Unity Books is an independent New Zealand bookseller founded in Wellington by the New Zealand sportsman Alan Preston in 1967. It has a bookshop in Wellington, and separate adult and children's bookshops in adjacent premises in Auckland.

==History==

Alan Preston, a successful cricket and soccer player, established Unity Books in 1967 after his brother died from a cricket ball accident in 1960, and a period of "intense soul-searching" and renewed interest in philosophy. The first bookshop was in a small premises in the former Empire Building on 15–19 Willis Street. The shop moved a short distance opposite to 42 Willis Street in 1972, when the Empire Building was due to be demolished the following year to make way for the construction of the Bank of New Zealand's new 20-storey BNZ Centre.
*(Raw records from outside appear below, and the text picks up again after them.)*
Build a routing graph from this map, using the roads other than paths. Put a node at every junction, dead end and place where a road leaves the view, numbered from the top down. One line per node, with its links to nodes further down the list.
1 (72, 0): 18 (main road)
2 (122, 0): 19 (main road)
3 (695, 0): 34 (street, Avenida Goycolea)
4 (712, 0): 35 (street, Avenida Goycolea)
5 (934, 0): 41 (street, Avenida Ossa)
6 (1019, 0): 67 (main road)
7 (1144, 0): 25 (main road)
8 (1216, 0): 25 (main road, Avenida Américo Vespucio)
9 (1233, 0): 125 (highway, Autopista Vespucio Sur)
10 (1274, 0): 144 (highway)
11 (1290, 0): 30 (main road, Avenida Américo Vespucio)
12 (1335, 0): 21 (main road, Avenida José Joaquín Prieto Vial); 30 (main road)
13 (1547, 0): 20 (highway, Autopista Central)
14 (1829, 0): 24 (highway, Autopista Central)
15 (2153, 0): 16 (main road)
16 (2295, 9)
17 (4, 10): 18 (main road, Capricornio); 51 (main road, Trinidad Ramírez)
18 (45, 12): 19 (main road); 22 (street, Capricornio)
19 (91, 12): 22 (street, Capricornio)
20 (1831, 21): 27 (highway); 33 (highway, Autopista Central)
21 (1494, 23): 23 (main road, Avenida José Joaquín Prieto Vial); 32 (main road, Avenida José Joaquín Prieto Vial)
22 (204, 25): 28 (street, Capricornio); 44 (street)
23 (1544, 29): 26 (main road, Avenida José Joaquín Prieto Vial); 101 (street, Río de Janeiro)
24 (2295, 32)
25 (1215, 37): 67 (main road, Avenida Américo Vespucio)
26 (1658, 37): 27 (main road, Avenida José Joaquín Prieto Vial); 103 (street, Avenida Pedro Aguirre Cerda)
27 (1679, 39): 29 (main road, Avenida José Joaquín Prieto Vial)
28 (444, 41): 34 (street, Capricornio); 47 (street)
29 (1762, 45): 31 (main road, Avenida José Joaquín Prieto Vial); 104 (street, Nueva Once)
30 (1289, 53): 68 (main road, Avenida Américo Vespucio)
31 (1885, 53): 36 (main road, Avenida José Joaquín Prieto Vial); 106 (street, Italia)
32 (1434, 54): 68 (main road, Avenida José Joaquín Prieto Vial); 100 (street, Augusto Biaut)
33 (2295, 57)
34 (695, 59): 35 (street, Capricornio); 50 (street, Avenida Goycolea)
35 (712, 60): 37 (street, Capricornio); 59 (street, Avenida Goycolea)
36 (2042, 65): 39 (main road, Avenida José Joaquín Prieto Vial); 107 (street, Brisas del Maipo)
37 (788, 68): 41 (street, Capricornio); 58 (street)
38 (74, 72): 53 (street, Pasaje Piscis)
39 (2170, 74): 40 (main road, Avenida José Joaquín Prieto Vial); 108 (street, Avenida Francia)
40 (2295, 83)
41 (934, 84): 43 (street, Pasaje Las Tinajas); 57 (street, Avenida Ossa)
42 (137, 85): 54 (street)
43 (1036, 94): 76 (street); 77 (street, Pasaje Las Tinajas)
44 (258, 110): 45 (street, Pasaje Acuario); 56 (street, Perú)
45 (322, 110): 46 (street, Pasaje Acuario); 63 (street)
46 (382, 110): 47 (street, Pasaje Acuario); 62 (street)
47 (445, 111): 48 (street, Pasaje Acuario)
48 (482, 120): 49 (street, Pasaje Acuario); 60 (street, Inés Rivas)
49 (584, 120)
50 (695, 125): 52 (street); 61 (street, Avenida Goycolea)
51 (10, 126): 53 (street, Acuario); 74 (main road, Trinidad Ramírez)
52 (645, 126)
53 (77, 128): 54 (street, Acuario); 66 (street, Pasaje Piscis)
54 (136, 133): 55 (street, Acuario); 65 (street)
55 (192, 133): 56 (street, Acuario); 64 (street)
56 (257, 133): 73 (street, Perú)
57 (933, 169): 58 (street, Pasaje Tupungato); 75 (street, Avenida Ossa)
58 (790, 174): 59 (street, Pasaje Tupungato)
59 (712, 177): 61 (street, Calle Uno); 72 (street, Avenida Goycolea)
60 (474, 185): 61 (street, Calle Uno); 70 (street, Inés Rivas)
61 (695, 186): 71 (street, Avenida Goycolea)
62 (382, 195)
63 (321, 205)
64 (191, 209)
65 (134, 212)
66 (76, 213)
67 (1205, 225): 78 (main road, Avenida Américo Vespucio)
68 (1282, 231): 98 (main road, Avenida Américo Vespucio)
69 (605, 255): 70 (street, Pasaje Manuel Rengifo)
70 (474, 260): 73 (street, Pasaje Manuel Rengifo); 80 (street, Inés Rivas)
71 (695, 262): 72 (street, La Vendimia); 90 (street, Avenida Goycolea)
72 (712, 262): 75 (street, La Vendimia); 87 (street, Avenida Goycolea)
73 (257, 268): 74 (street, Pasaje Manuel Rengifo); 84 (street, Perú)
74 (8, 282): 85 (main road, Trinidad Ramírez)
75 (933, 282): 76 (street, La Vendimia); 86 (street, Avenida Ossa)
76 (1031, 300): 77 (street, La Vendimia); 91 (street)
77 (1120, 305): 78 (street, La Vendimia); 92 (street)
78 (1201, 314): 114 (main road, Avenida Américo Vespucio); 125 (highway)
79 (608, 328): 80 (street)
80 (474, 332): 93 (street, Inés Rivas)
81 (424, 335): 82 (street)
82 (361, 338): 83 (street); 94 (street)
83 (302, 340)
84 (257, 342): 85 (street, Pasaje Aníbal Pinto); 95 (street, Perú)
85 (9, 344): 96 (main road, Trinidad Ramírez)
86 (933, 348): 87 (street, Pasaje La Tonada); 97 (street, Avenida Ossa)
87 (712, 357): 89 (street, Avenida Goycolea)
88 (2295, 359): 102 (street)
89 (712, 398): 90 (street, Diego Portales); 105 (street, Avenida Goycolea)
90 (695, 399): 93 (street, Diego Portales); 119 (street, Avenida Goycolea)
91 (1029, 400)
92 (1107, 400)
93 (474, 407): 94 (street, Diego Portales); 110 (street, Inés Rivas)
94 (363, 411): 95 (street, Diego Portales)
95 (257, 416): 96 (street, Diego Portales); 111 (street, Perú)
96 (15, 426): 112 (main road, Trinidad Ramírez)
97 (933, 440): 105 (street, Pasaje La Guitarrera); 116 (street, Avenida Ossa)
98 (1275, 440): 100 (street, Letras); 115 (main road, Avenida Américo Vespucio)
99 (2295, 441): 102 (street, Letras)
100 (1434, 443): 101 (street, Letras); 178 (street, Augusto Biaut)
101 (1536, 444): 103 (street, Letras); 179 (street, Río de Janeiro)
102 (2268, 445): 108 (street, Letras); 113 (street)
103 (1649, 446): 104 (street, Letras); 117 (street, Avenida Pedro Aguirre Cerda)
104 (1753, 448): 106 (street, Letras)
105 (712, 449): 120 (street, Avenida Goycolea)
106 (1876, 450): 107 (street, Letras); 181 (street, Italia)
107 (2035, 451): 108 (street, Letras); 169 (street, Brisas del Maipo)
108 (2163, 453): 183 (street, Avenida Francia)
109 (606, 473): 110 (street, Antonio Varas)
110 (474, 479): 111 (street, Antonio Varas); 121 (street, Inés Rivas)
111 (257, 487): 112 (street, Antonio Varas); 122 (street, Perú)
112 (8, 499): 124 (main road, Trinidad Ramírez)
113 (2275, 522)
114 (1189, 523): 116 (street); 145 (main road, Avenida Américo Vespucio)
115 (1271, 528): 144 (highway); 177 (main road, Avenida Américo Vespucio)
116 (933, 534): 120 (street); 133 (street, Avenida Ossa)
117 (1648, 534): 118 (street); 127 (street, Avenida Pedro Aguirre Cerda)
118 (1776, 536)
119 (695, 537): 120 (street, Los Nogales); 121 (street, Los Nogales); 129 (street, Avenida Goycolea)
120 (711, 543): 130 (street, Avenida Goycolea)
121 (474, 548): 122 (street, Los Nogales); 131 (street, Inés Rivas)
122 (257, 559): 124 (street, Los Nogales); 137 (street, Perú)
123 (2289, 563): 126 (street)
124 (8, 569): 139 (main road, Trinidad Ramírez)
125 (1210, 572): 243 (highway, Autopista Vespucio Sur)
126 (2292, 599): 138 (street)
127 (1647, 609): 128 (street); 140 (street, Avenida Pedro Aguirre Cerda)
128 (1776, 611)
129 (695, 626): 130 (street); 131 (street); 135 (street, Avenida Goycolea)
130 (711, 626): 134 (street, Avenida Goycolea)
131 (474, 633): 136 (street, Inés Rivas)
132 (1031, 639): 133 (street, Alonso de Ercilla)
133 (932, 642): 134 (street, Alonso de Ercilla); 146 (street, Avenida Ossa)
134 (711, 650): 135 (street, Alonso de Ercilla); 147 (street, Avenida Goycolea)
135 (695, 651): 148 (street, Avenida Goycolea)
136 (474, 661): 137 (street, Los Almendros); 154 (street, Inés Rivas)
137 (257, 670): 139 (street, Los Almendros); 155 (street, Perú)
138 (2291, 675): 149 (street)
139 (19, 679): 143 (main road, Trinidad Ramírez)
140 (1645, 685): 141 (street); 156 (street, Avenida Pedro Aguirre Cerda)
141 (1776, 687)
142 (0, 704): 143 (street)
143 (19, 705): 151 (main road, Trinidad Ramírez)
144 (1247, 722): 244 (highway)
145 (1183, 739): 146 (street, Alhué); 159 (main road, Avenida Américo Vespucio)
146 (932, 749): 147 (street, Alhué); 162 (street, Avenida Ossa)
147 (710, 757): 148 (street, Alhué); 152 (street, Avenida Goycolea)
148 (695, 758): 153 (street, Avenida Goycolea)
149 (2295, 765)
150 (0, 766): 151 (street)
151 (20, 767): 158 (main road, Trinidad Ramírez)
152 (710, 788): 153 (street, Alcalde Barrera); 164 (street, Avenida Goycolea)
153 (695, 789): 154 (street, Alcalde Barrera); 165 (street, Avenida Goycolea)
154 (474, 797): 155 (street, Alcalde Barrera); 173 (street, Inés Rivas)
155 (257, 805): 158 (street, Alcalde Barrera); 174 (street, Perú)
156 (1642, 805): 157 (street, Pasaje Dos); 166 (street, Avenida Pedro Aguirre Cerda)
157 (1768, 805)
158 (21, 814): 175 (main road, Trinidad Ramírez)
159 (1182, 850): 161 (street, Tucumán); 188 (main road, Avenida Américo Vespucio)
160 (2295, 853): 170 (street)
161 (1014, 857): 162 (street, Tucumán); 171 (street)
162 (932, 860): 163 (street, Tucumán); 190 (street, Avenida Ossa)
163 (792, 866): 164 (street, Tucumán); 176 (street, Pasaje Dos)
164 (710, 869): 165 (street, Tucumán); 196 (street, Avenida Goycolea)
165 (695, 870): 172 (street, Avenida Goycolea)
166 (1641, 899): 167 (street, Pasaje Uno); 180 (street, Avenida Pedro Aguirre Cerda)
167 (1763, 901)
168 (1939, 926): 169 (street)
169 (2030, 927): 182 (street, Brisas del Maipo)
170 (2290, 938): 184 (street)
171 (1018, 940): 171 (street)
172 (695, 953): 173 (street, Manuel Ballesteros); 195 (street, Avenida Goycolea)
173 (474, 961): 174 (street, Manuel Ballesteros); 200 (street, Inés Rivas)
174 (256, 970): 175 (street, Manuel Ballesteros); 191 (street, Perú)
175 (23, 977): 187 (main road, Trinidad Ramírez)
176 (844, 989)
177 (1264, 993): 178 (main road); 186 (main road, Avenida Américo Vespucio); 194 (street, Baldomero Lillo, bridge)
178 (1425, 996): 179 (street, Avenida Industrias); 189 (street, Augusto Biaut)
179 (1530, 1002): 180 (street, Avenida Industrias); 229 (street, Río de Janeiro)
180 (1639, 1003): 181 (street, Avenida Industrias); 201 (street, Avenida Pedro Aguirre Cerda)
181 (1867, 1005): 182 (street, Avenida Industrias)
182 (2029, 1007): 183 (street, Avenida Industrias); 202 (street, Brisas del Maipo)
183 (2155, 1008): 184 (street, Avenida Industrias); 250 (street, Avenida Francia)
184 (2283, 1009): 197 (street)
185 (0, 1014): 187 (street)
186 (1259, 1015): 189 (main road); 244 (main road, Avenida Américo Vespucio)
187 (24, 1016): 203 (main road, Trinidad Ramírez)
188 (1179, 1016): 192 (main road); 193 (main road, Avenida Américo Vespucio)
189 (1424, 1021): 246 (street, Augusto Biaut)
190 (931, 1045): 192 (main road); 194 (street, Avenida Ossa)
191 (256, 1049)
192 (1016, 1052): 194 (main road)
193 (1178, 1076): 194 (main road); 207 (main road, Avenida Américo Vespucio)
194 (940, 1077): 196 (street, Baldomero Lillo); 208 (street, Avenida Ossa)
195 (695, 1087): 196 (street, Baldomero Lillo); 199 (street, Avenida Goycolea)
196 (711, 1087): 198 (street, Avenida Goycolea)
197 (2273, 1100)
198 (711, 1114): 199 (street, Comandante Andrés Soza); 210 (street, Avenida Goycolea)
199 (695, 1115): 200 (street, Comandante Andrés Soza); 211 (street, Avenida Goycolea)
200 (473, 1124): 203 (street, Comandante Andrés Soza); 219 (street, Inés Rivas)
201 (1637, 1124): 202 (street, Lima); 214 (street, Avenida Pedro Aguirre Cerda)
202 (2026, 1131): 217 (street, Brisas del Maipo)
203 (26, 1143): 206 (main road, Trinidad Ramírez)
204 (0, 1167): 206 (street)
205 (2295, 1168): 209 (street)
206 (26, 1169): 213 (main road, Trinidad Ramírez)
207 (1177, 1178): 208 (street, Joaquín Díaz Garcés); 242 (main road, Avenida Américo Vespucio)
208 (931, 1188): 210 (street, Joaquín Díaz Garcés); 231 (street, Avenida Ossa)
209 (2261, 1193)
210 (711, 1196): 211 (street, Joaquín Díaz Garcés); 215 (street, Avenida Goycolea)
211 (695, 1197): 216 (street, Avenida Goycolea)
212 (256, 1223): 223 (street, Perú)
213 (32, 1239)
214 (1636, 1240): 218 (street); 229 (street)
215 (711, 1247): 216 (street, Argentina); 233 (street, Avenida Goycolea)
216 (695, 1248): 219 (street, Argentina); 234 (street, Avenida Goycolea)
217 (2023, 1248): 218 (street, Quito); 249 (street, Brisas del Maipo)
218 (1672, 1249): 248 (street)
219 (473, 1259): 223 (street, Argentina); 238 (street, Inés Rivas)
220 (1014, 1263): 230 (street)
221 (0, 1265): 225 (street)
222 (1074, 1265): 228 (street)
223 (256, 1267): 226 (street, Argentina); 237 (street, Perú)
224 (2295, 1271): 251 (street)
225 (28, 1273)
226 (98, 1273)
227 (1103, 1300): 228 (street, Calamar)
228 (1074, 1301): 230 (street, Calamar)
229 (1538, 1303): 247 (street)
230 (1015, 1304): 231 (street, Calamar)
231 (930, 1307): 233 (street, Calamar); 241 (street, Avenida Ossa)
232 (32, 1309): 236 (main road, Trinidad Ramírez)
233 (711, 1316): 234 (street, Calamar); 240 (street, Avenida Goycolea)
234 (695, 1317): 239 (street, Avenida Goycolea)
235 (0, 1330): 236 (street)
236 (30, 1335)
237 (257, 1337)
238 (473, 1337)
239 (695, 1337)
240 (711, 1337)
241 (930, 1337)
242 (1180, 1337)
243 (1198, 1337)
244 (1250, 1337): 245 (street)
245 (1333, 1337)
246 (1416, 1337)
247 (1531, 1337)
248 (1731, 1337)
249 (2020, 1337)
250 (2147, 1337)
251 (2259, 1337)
In 1986 the store moved to Perrett's Corner, and opened its first branch in 1989 on Auckland's High Street. The Wellington bookshop moved again in 1998, to its current premises in Findex House at 57 Willis Street.

In 2005 after Preston's death, the Wellington and Auckland bookshops were separately re-incorporated under new staff ownership. The Wellington bookshop was further renovated and expanded in 2011, and celebrated its 45th anniversary the following year. The Wellington bookshop is co-owned by Tilly Lloyd.

Between 2014 and 2024, Unity Books Wellington was part of the "Culture Vulture" scheme, whereby customers could buy and redeem vouchers at any of Unity Books, Slow Boat Records, or Aro Video shops in Wellington.

In 2018, Unity Books Auckland opened its children's bookshop "Little Unity" next door, on the corner of High Street and Vulcan Lane. In 2020, the Auckland shop won the International Bookstore of the Year Award at the London Book Fair. Since November 2024, the Wellington bookshop is managed by Susanna Andrew, former editor of North & South magazine.

===Notable events===

Unity Books runs approximately 45 author events and launches per year and the shop works extensive off-site events as well. Except for 2 Festivals, Unity Books has been the contracted bookseller for Writers and Readers Week, the most intellectually muscled of the NZ literary festivals. In October 2013, Eleanor Catton's Man Booker prize-winning The Luminaries was launched at Unity Books.

In August 2014, Nicky Hager's book Dirty Politics was launched at the Wellington bookshop with a media pack and crowd of approximately 250 people.